---------- Available data ----------

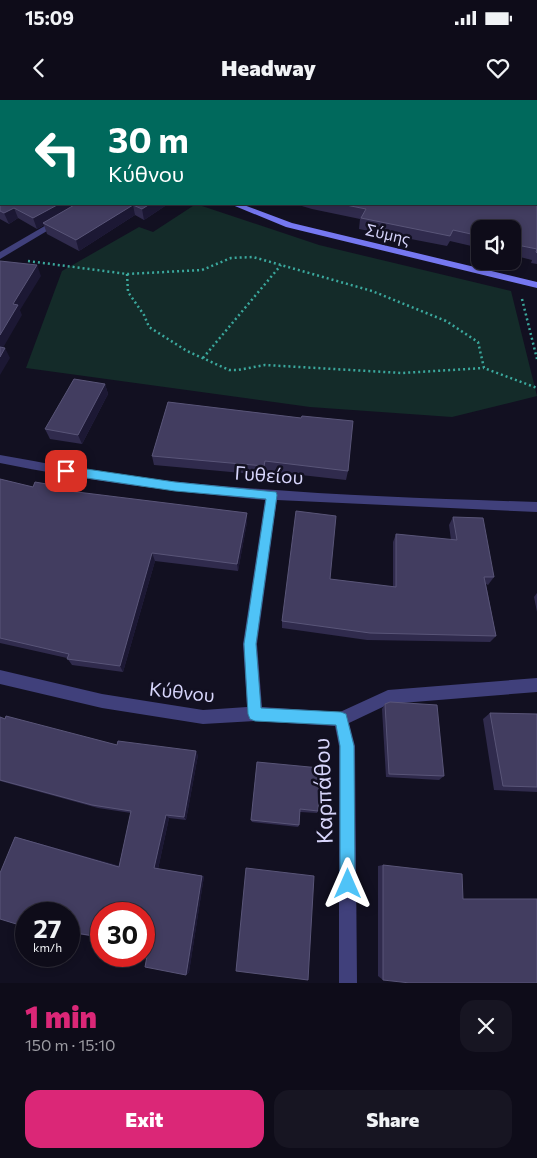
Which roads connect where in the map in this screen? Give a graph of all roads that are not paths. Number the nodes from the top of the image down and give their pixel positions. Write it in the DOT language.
graph roads {
  1 [pos="237,205"];
  2 [pos="65,218"];
  3 [pos="0,256"];
  4 [pos="537,285"];
  5 [pos="0,459"];
  6 [pos="272,495"];
  7 [pos="537,506"];
  8 [pos="0,677"];
  9 [pos="537,684"];
  10 [pos="255,714"];
  11 [pos="341,718"];
  12 [pos="348,983"];
  1 -- 4 [label="street, Σύμης"];
  2 -- 3 [label="street"];
  5 -- 6 [label="street, Γυθείου"];
  6 -- 7 [label="street, Γυθείου"];
  6 -- 10 [label="street"];
  8 -- 10 [label="street, Κύθνου"];
  9 -- 11 [label="street, Κύθνου"];
  10 -- 11 [label="street, Κύθνου"];
  11 -- 12 [label="street, Καρπάθου"];
}
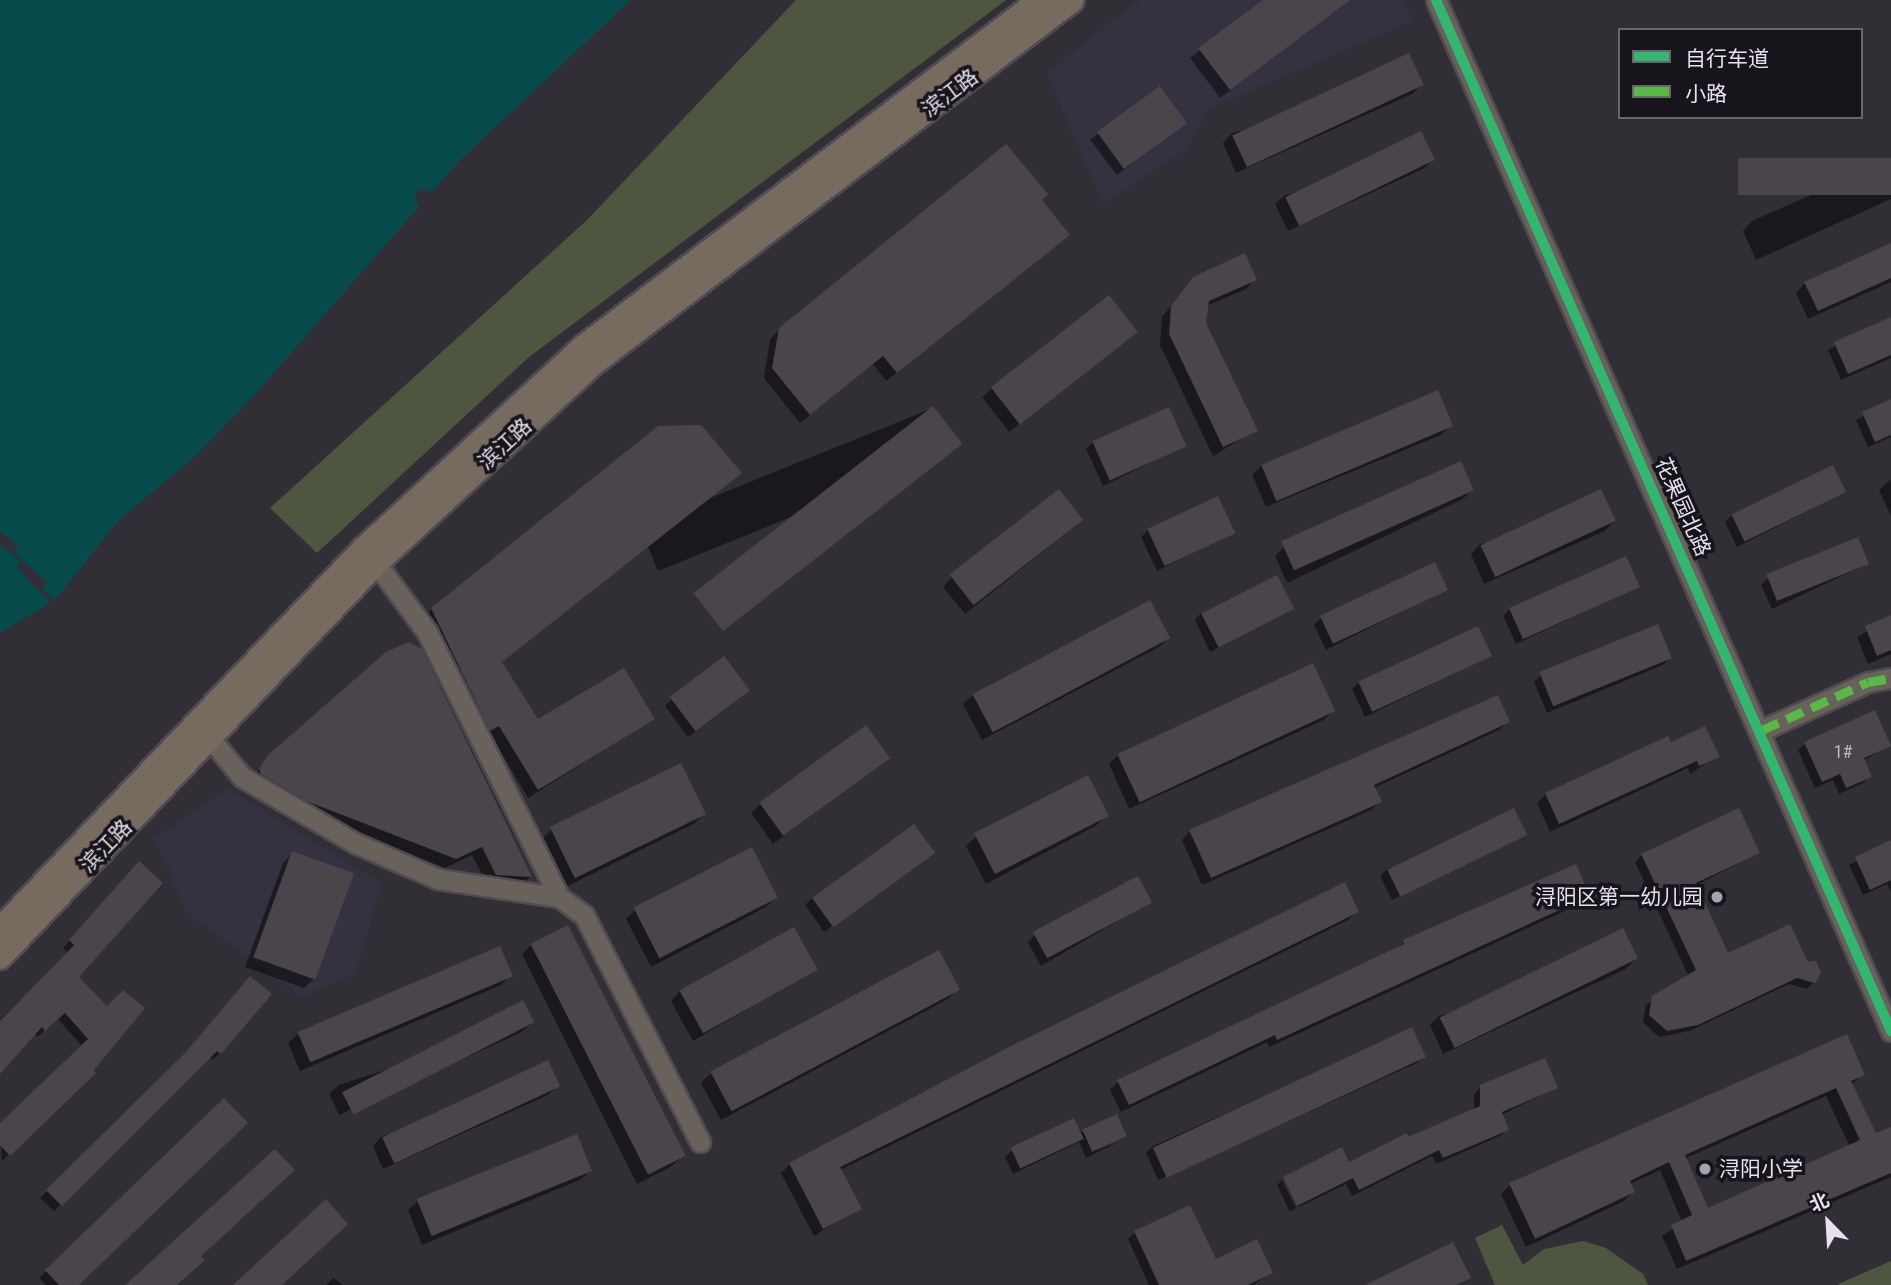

----------

* [Task]
An exact copy of all the records, free of pictures, is the expected answer.

* [Result for this task]
Which roads connect where in the map in this screen? Give a graph of all roads that are not paths. Number the nodes from the top of the image down and give their pixel positions. Write it in the DOT language.
graph roads {
  1 [pos="237,205"];
  2 [pos="65,218"];
  3 [pos="0,256"];
  4 [pos="537,285"];
  5 [pos="0,459"];
  6 [pos="272,495"];
  7 [pos="537,506"];
  8 [pos="0,677"];
  9 [pos="537,684"];
  10 [pos="255,714"];
  11 [pos="341,718"];
  12 [pos="348,983"];
  1 -- 4 [label="street, Σύμης"];
  2 -- 3 [label="street"];
  5 -- 6 [label="street, Γυθείου"];
  6 -- 7 [label="street, Γυθείου"];
  6 -- 10 [label="street"];
  8 -- 10 [label="street, Κύθνου"];
  9 -- 11 [label="street, Κύθνου"];
  10 -- 11 [label="street, Κύθνου"];
  11 -- 12 [label="street, Καρπάθου"];
}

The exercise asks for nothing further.